Potential role of andrographolide in the proliferation of osteoblasts mediated by the ERK signaling pathway.

The aim of the present study was to explore the effects of andrographolide (AG) and the ERK signaling pathway on the proliferation of osteoblasts (OBs) in vitro. The calvarial OBs from Sprague Dawley (SD) rats were collected and treated at different concentrations of AG and U0126. The concentrations of AG were measured by colorimetry. Based on different treatment methods, the cells were separated into four groups: control group, U0126 group, AG group, and AG+U0126 group. The cells were cultured for 24h, 48h and 72h. An inverted phase contrast microscope was used to observe the morphologies of treated OBs.
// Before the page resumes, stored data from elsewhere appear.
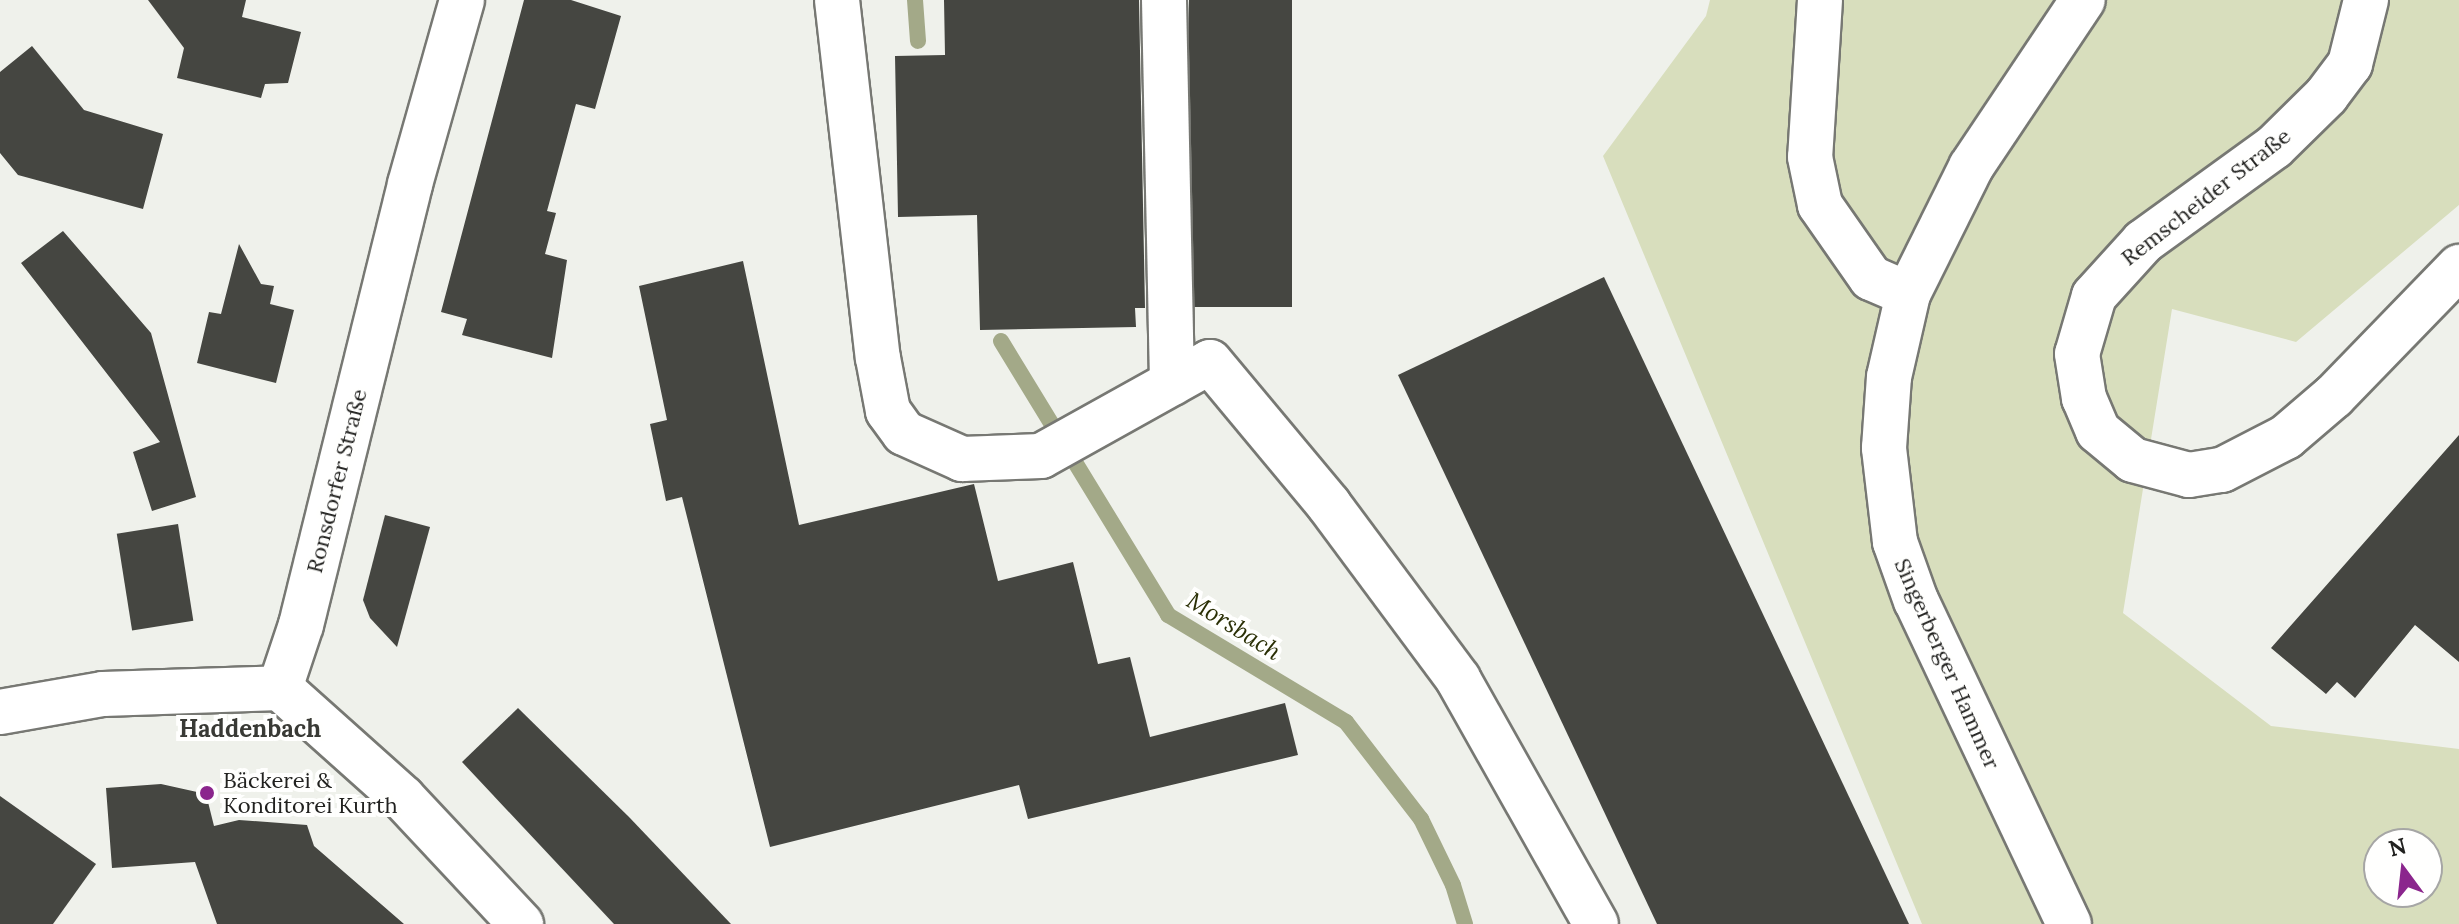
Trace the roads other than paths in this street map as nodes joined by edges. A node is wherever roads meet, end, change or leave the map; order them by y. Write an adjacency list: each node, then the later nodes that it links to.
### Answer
1 (462, 0): 10 (main road, Ronsdorfer Straße)
2 (837, 0): 9 (main road)
3 (1164, 0): 9 (main road)
4 (1820, 0): 8 (main road)
5 (2083, 0): 8 (main road)
6 (2366, 0): 7 (main road, Remscheider Straße)
7 (2459, 267)
8 (1908, 294): 14 (main road, Singerberger Hammer)
9 (1172, 383): 13 (main road)
10 (280, 688): 11 (main road); 12 (main road)
11 (0, 712)
12 (521, 924)
13 (1596, 924)
14 (2069, 924)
The MTT assay was performed to plot OB proliferation curves, and to measure the changes in alkaline phosphatase and hydroxyproline contents after U0126 treatments. The expressions of proliferating cell nuclear antigen (PCNA), Ki67, core binding factor alpha-1 (Cbfa1), type I collagen (Col I), osterix (OSX), p38, extracellular signal regulated kinase (ERK) and c-Jun NH2-terminal kinase (JNK) were measured by fluorescent quantitative polymerase chain reaction (PCR) and Western blotting. In different cell groups, the in vitro proliferation rates of OBs reached the highest at an AG concentration of 20µmol/L, and the amounts of alkaline phosphatase, hydroxyproline, PCNA, Ki67, Cbfa1, Col I, OSX, and ERK were significantly higher than at other concentrations (all P<0.05). U0126 intervention significantly decreased the expressions of these factors (all P<0.05). At the meantime, p38 and JNK were not affected by AG and were only inhibited by U0126. In conclusion, ERK played an important role in mediating the functions of AG in the proliferation of OBs, indicating that the ERK signaling pathway may be the main pathway through which AG exerts its effects.